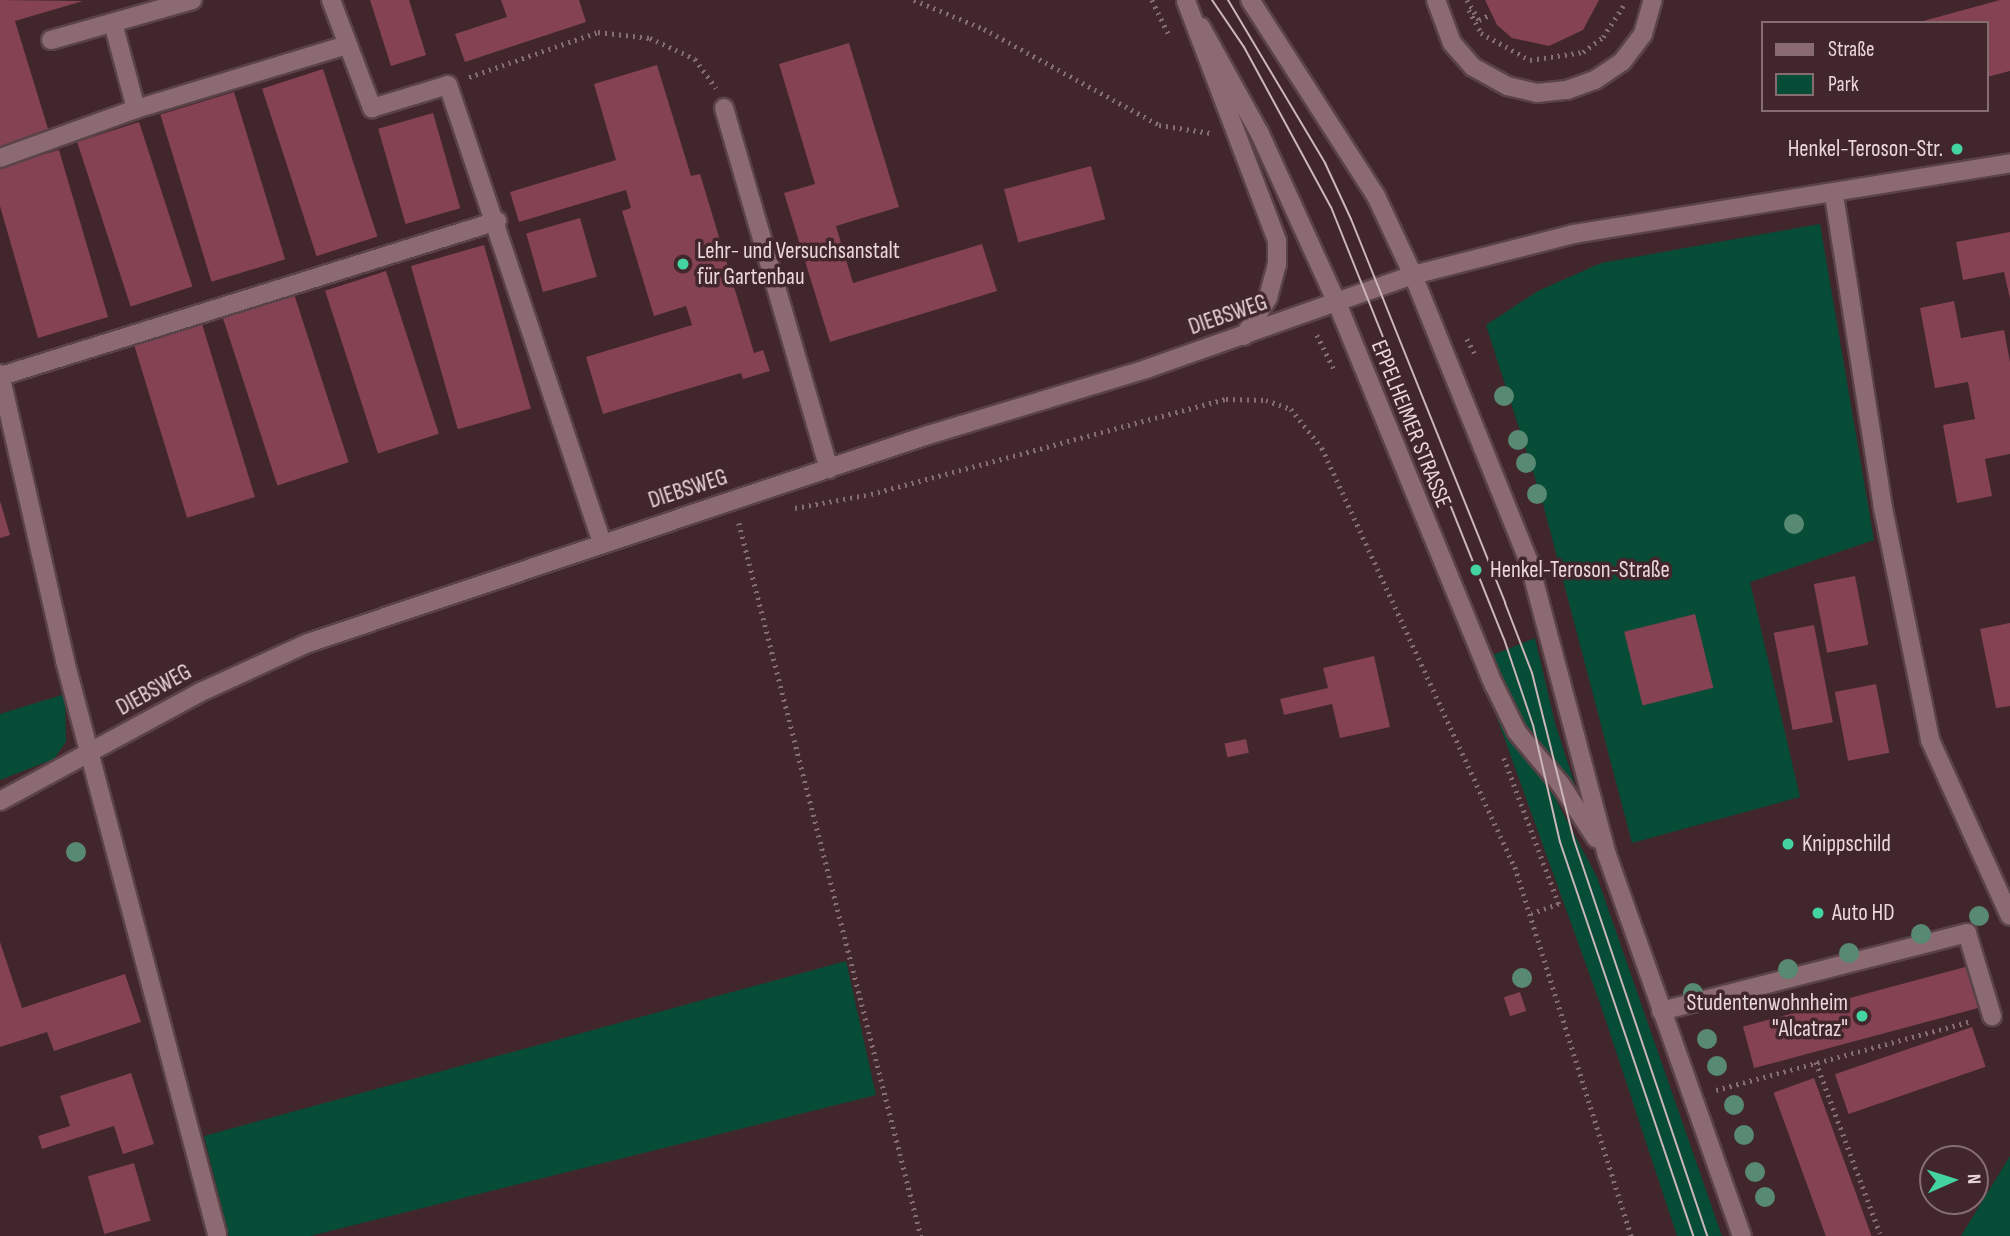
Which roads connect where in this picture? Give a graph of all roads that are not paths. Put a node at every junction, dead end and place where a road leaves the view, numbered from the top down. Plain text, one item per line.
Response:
1 (192, 0) edge
2 (331, 0) edge
3 (1185, 0) edge
4 (1250, 0) edge
5 (1436, 0) edge
6 (1653, 0) edge
7 (113, 23) junction
8 (51, 40) dead end
9 (346, 45) junction
10 (724, 108) road end
11 (136, 109) junction
12 (0, 158) edge
13 (2010, 163) edge
14 (1834, 195) junction
15 (497, 221) junction
16 (1413, 275) junction
17 (1337, 303) junction
18 (1244, 337) junction
19 (0, 375) edge
20 (829, 469) junction
21 (602, 543) junction
22 (92, 752) junction
23 (0, 801) edge
24 (1607, 855) junction
25 (2010, 916) edge
26 (1661, 1011) junction
27 (1992, 1016) road end
28 (217, 1234) edge
29 (1742, 1236) edge

1 - 7 street
2 - 9 street
3 - 17 street, EPPELHEIMER STRASSE
3 - 18 street
4 - 16 street, EPPELHEIMER STRASSE
5 - 6 street
7 - 8 street
7 - 11 street
9 - 11 street
9 - 15 street
10 - 20 street
11 - 12 street
13 - 14 street
14 - 16 street
14 - 25 street
15 - 19 street
15 - 21 street
16 - 17 street, DIEBSWEG
16 - 24 street, EPPELHEIMER STRASSE
17 - 18 street, DIEBSWEG
17 - 24 street, EPPELHEIMER STRASSE
18 - 20 street, DIEBSWEG
19 - 22 street
20 - 21 street, DIEBSWEG
21 - 22 street, DIEBSWEG
22 - 23 street, DIEBSWEG
22 - 28 street
24 - 26 street, EPPELHEIMER STRASSE
26 - 27 street
26 - 29 street, EPPELHEIMER STRASSE

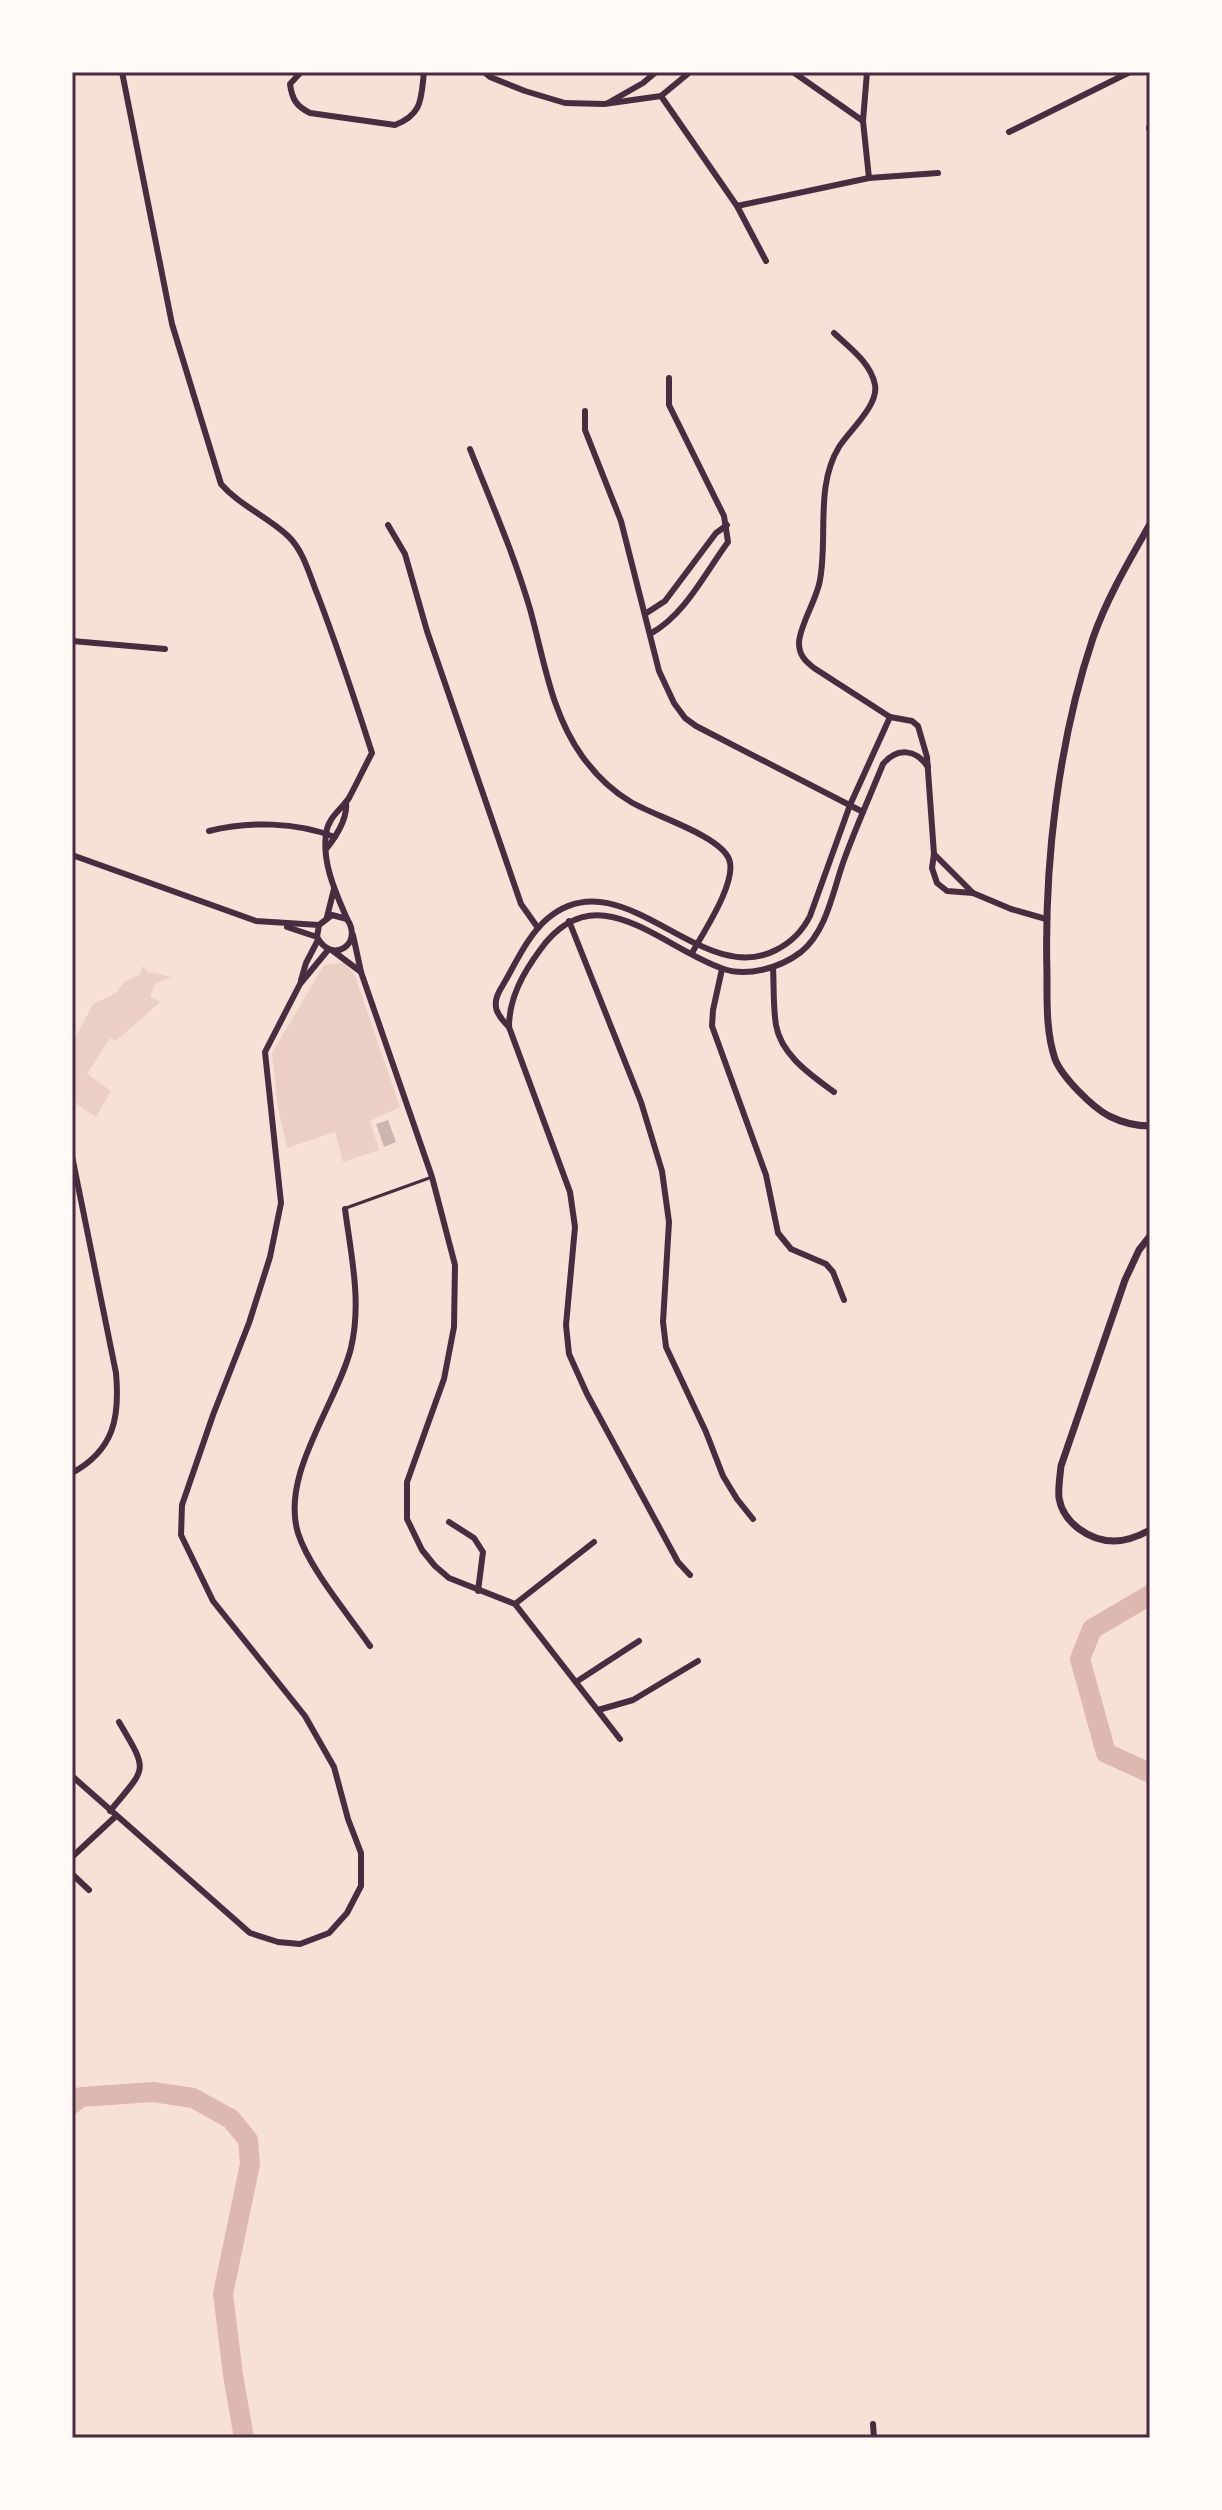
+ + + + +
— Problem —
What is needed is every record above, restated word for word, with the pictures left out.

— Problem solution —
Which roads connect where in this picture? Give a graph of all roads that are not paths. Put a node at every junction, dead end and place where a road leaves the view, numbered from the top down. Plain text, one item per line.
Response:
1 (192, 0) edge
2 (331, 0) edge
3 (1185, 0) edge
4 (1250, 0) edge
5 (1436, 0) edge
6 (1653, 0) edge
7 (113, 23) junction
8 (51, 40) dead end
9 (346, 45) junction
10 (724, 108) road end
11 (136, 109) junction
12 (0, 158) edge
13 (2010, 163) edge
14 (1834, 195) junction
15 (497, 221) junction
16 (1413, 275) junction
17 (1337, 303) junction
18 (1244, 337) junction
19 (0, 375) edge
20 (829, 469) junction
21 (602, 543) junction
22 (92, 752) junction
23 (0, 801) edge
24 (1607, 855) junction
25 (2010, 916) edge
26 (1661, 1011) junction
27 (1992, 1016) road end
28 (217, 1234) edge
29 (1742, 1236) edge

1 - 7 street
2 - 9 street
3 - 17 street, EPPELHEIMER STRASSE
3 - 18 street
4 - 16 street, EPPELHEIMER STRASSE
5 - 6 street
7 - 8 street
7 - 11 street
9 - 11 street
9 - 15 street
10 - 20 street
11 - 12 street
13 - 14 street
14 - 16 street
14 - 25 street
15 - 19 street
15 - 21 street
16 - 17 street, DIEBSWEG
16 - 24 street, EPPELHEIMER STRASSE
17 - 18 street, DIEBSWEG
17 - 24 street, EPPELHEIMER STRASSE
18 - 20 street, DIEBSWEG
19 - 22 street
20 - 21 street, DIEBSWEG
21 - 22 street, DIEBSWEG
22 - 23 street, DIEBSWEG
22 - 28 street
24 - 26 street, EPPELHEIMER STRASSE
26 - 27 street
26 - 29 street, EPPELHEIMER STRASSE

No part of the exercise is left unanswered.